> [YOUR OBJECTIVE]
Every entry must reappear in your answer exactly as written, though its pictures must not.

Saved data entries
Content starts
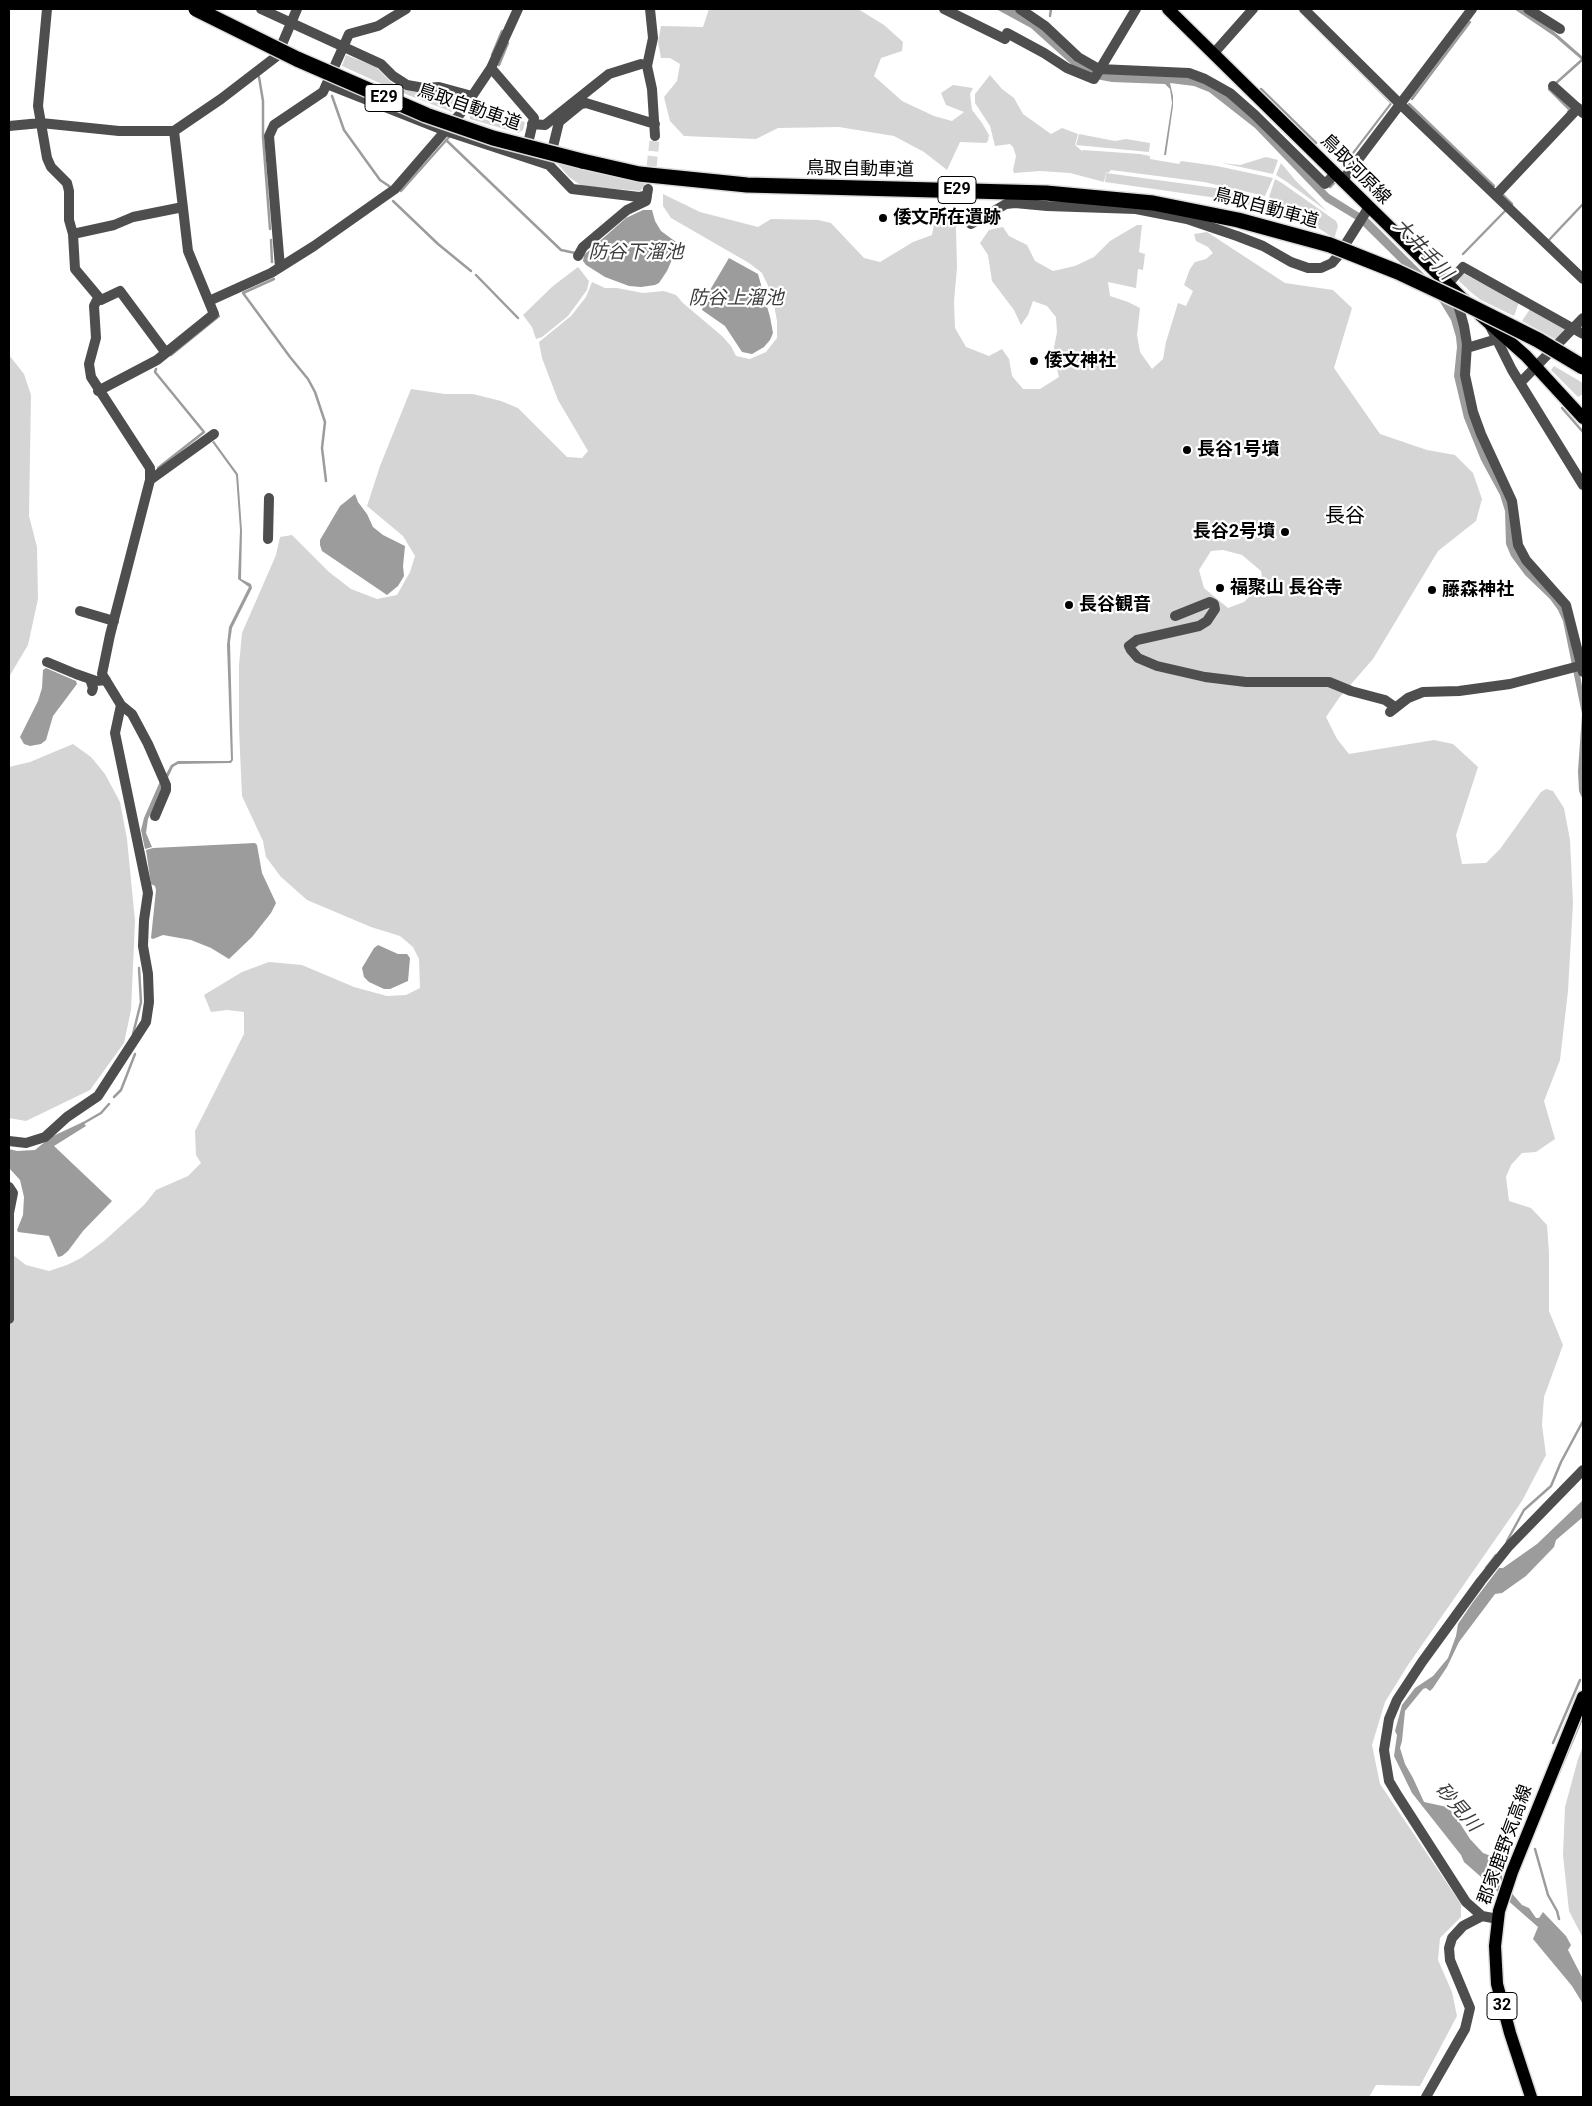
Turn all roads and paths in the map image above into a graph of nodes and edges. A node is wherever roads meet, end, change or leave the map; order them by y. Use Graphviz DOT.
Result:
graph roads {
  1 [pos="47,9"];
  2 [pos="196,9"];
  3 [pos="207,9"];
  4 [pos="261,9"];
  5 [pos="297,9"];
  6 [pos="406,9"];
  7 [pos="518,9"];
  8 [pos="650,9"];
  9 [pos="944,9"];
  10 [pos="1020,9"];
  11 [pos="1136,9"];
  12 [pos="1168,9"];
  13 [pos="1252,9"];
  14 [pos="1304,9"];
  15 [pos="1472,9"];
  16 [pos="1528,9"];
  17 [pos="292,24"];
  18 [pos="1560,29"];
  19 [pos="344,46"];
  20 [pos="1214,53"];
  21 [pos="641,64"];
  22 [pos="491,68"];
  23 [pos="1099,69"];
  24 [pos="327,84"];
  25 [pos="1553,86"];
  26 [pos="472,96"];
  27 [pos="1400,104"];
  28 [pos="1581,110"];
  29 [pos="41,123"];
  30 [pos="532,124"];
  31 [pos="655,124"];
  32 [pos="9,126"];
  33 [pos="174,131"];
  34 [pos="446,132"];
  35 [pos="655,136"];
  36 [pos="525,158"];
  37 [pos="582,158"];
  38 [pos="549,165"];
  39 [pos="1338,177"];
  40 [pos="1496,195"];
  41 [pos="183,207"];
  42 [pos="1367,210"];
  43 [pos="971,224"];
  44 [pos="73,234"];
  45 [pos="1330,243"];
  46 [pos="578,256"];
  47 [pos="280,267"];
  48 [pos="1583,279"];
  49 [pos="1447,285"];
  50 [pos="98,298"];
  51 [pos="209,301"];
  52 [pos="1583,318"];
  53 [pos="1488,322"];
  54 [pos="1573,328"];
  55 [pos="1583,334"];
  56 [pos="1496,339"];
  57 [pos="1467,348"];
  58 [pos="166,353"];
  59 [pos="1583,360"];
  60 [pos="1536,367"];
  61 [pos="1583,367"];
  62 [pos="1520,383"];
  63 [pos="98,391"];
  64 [pos="1583,418"];
  65 [pos="214,434"];
  66 [pos="150,480"];
  67 [pos="1583,485"];
  68 [pos="269,498"];
  69 [pos="268,539"];
  70 [pos="80,612"];
  71 [pos="1175,616"];
  72 [pos="114,621"];
  73 [pos="47,662"];
  74 [pos="1580,667"];
  75 [pos="90,679"];
  76 [pos="106,680"];
  77 [pos="92,692"];
  78 [pos="121,705"];
  79 [pos="156,816"];
  80 [pos="9,1141"];
  81 [pos="9,1186"];
  82 [pos="9,1319"];
  83 [pos="1583,1470"];
  84 [pos="1583,1697"];
  85 [pos="1499,1915"];
  86 [pos="1482,1916"];
  87 [pos="1426,2097"];
  88 [pos="1531,2097"];
  1 -- 29 [label="street"];
  2 -- 37 [label="highway, 鳥取自動車道 / E29, bridge"];
  3 -- 37 [label="highway, 鳥取自動車道 / E29"];
  4 -- 17 [label="street"];
  5 -- 17 [label="street"];
  6 -- 19 [label="street"];
  7 -- 22 [label="street"];
  8 -- 31 [label="street"];
  9 -- 23 [label="street"];
  10 -- 23 [label="street"];
  11 -- 23 [label="street"];
  12 -- 20 [label="main road, 鳥取河原線"];
  13 -- 20 [label="street"];
  14 -- 27 [label="street"];
  15 -- 27 [label="street"];
  16 -- 18 [label="street"];
  17 -- 19 [label="street"];
  17 -- 33 [label="street"];
  19 -- 24 [label="street"];
  19 -- 26 [label="street"];
  20 -- 39 [label="main road, 鳥取河原線"];
  21 -- 30 [label="street"];
  22 -- 26 [label="street"];
  22 -- 30 [label="street"];
  23 -- 39 [label="street"];
  24 -- 34 [label="street"];
  24 -- 47 [label="street"];
  25 -- 28 [label="street"];
  26 -- 34 [label="street"];
  27 -- 39 [label="street"];
  27 -- 40 [label="street"];
  28 -- 40 [label="street"];
  29 -- 32 [label="street"];
  29 -- 33 [label="street"];
  29 -- 44 [label="street"];
  30 -- 36 [label="street"];
  31 -- 35 [label="street"];
  31 -- 38 [label="street"];
  33 -- 41 [label="street"];
  34 -- 36 [label="street"];
  34 -- 47 [label="street"];
  36 -- 38 [label="street"];
  37 -- 45 [label="highway, 鳥取自動車道 / E29"];
  38 -- 46 [label="street"];
  39 -- 42 [label="main road, 鳥取河原線"];
  40 -- 48 [label="street"];
  41 -- 44 [label="street"];
  41 -- 51 [label="street"];
  42 -- 43 [label="street"];
  42 -- 49 [label="main road, 鳥取河原線"];
  44 -- 50 [label="street"];
  45 -- 59 [label="highway, 鳥取自動車道 / E29"];
  45 -- 61 [label="highway, 鳥取自動車道 / E29, bridge"];
  47 -- 51 [label="street"];
  49 -- 53 [label="main road, 鳥取河原線"];
  49 -- 54 [label="street"];
  49 -- 57 [label="street"];
  50 -- 58 [label="street"];
  50 -- 63 [label="street"];
  51 -- 58 [label="street"];
  52 -- 54 [label="street"];
  53 -- 56 [label="street"];
  53 -- 60 [label="main road, 鳥取河原線"];
  54 -- 55 [label="street"];
  54 -- 60 [label="street"];
  56 -- 57 [label="street"];
  56 -- 62 [label="street"];
  57 -- 74 [label="street"];
  58 -- 63 [label="street"];
  60 -- 62 [label="street"];
  60 -- 64 [label="main road, 鳥取河原線"];
  62 -- 67 [label="street"];
  63 -- 66 [label="street"];
  65 -- 66 [label="street"];
  66 -- 72 [label="street"];
  68 -- 69 [label="street"];
  70 -- 72 [label="street"];
  71 -- 74 [label="street"];
  72 -- 76 [label="street"];
  73 -- 75 [label="street"];
  75 -- 76 [label="street"];
  75 -- 77 [label="street"];
  76 -- 78 [label="street"];
  78 -- 79 [label="street"];
  78 -- 80 [label="street"];
  81 -- 82 [label="street"];
  83 -- 86 [label="street"];
  84 -- 85 [label="main road, 郡家鹿野気高線 / 32"];
  85 -- 86 [label="street"];
  85 -- 88 [label="main road, 郡家鹿野気高線 / 32"];
  86 -- 87 [label="street"];
}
Content ends
> [RESPONSE AREA]
Turn all roads and paths in the map image above into a graph of nodes and edges. A node is wherever roads meet, end, change or leave the map; order them by y. Use Graphviz DOT.
Result:
graph roads {
  1 [pos="47,9"];
  2 [pos="196,9"];
  3 [pos="207,9"];
  4 [pos="261,9"];
  5 [pos="297,9"];
  6 [pos="406,9"];
  7 [pos="518,9"];
  8 [pos="650,9"];
  9 [pos="944,9"];
  10 [pos="1020,9"];
  11 [pos="1136,9"];
  12 [pos="1168,9"];
  13 [pos="1252,9"];
  14 [pos="1304,9"];
  15 [pos="1472,9"];
  16 [pos="1528,9"];
  17 [pos="292,24"];
  18 [pos="1560,29"];
  19 [pos="344,46"];
  20 [pos="1214,53"];
  21 [pos="641,64"];
  22 [pos="491,68"];
  23 [pos="1099,69"];
  24 [pos="327,84"];
  25 [pos="1553,86"];
  26 [pos="472,96"];
  27 [pos="1400,104"];
  28 [pos="1581,110"];
  29 [pos="41,123"];
  30 [pos="532,124"];
  31 [pos="655,124"];
  32 [pos="9,126"];
  33 [pos="174,131"];
  34 [pos="446,132"];
  35 [pos="655,136"];
  36 [pos="525,158"];
  37 [pos="582,158"];
  38 [pos="549,165"];
  39 [pos="1338,177"];
  40 [pos="1496,195"];
  41 [pos="183,207"];
  42 [pos="1367,210"];
  43 [pos="971,224"];
  44 [pos="73,234"];
  45 [pos="1330,243"];
  46 [pos="578,256"];
  47 [pos="280,267"];
  48 [pos="1583,279"];
  49 [pos="1447,285"];
  50 [pos="98,298"];
  51 [pos="209,301"];
  52 [pos="1583,318"];
  53 [pos="1488,322"];
  54 [pos="1573,328"];
  55 [pos="1583,334"];
  56 [pos="1496,339"];
  57 [pos="1467,348"];
  58 [pos="166,353"];
  59 [pos="1583,360"];
  60 [pos="1536,367"];
  61 [pos="1583,367"];
  62 [pos="1520,383"];
  63 [pos="98,391"];
  64 [pos="1583,418"];
  65 [pos="214,434"];
  66 [pos="150,480"];
  67 [pos="1583,485"];
  68 [pos="269,498"];
  69 [pos="268,539"];
  70 [pos="80,612"];
  71 [pos="1175,616"];
  72 [pos="114,621"];
  73 [pos="47,662"];
  74 [pos="1580,667"];
  75 [pos="90,679"];
  76 [pos="106,680"];
  77 [pos="92,692"];
  78 [pos="121,705"];
  79 [pos="156,816"];
  80 [pos="9,1141"];
  81 [pos="9,1186"];
  82 [pos="9,1319"];
  83 [pos="1583,1470"];
  84 [pos="1583,1697"];
  85 [pos="1499,1915"];
  86 [pos="1482,1916"];
  87 [pos="1426,2097"];
  88 [pos="1531,2097"];
  1 -- 29 [label="street"];
  2 -- 37 [label="highway, 鳥取自動車道 / E29, bridge"];
  3 -- 37 [label="highway, 鳥取自動車道 / E29"];
  4 -- 17 [label="street"];
  5 -- 17 [label="street"];
  6 -- 19 [label="street"];
  7 -- 22 [label="street"];
  8 -- 31 [label="street"];
  9 -- 23 [label="street"];
  10 -- 23 [label="street"];
  11 -- 23 [label="street"];
  12 -- 20 [label="main road, 鳥取河原線"];
  13 -- 20 [label="street"];
  14 -- 27 [label="street"];
  15 -- 27 [label="street"];
  16 -- 18 [label="street"];
  17 -- 19 [label="street"];
  17 -- 33 [label="street"];
  19 -- 24 [label="street"];
  19 -- 26 [label="street"];
  20 -- 39 [label="main road, 鳥取河原線"];
  21 -- 30 [label="street"];
  22 -- 26 [label="street"];
  22 -- 30 [label="street"];
  23 -- 39 [label="street"];
  24 -- 34 [label="street"];
  24 -- 47 [label="street"];
  25 -- 28 [label="street"];
  26 -- 34 [label="street"];
  27 -- 39 [label="street"];
  27 -- 40 [label="street"];
  28 -- 40 [label="street"];
  29 -- 32 [label="street"];
  29 -- 33 [label="street"];
  29 -- 44 [label="street"];
  30 -- 36 [label="street"];
  31 -- 35 [label="street"];
  31 -- 38 [label="street"];
  33 -- 41 [label="street"];
  34 -- 36 [label="street"];
  34 -- 47 [label="street"];
  36 -- 38 [label="street"];
  37 -- 45 [label="highway, 鳥取自動車道 / E29"];
  38 -- 46 [label="street"];
  39 -- 42 [label="main road, 鳥取河原線"];
  40 -- 48 [label="street"];
  41 -- 44 [label="street"];
  41 -- 51 [label="street"];
  42 -- 43 [label="street"];
  42 -- 49 [label="main road, 鳥取河原線"];
  44 -- 50 [label="street"];
  45 -- 59 [label="highway, 鳥取自動車道 / E29"];
  45 -- 61 [label="highway, 鳥取自動車道 / E29, bridge"];
  47 -- 51 [label="street"];
  49 -- 53 [label="main road, 鳥取河原線"];
  49 -- 54 [label="street"];
  49 -- 57 [label="street"];
  50 -- 58 [label="street"];
  50 -- 63 [label="street"];
  51 -- 58 [label="street"];
  52 -- 54 [label="street"];
  53 -- 56 [label="street"];
  53 -- 60 [label="main road, 鳥取河原線"];
  54 -- 55 [label="street"];
  54 -- 60 [label="street"];
  56 -- 57 [label="street"];
  56 -- 62 [label="street"];
  57 -- 74 [label="street"];
  58 -- 63 [label="street"];
  60 -- 62 [label="street"];
  60 -- 64 [label="main road, 鳥取河原線"];
  62 -- 67 [label="street"];
  63 -- 66 [label="street"];
  65 -- 66 [label="street"];
  66 -- 72 [label="street"];
  68 -- 69 [label="street"];
  70 -- 72 [label="street"];
  71 -- 74 [label="street"];
  72 -- 76 [label="street"];
  73 -- 75 [label="street"];
  75 -- 76 [label="street"];
  75 -- 77 [label="street"];
  76 -- 78 [label="street"];
  78 -- 79 [label="street"];
  78 -- 80 [label="street"];
  81 -- 82 [label="street"];
  83 -- 86 [label="street"];
  84 -- 85 [label="main road, 郡家鹿野気高線 / 32"];
  85 -- 86 [label="street"];
  85 -- 88 [label="main road, 郡家鹿野気高線 / 32"];
  86 -- 87 [label="street"];
}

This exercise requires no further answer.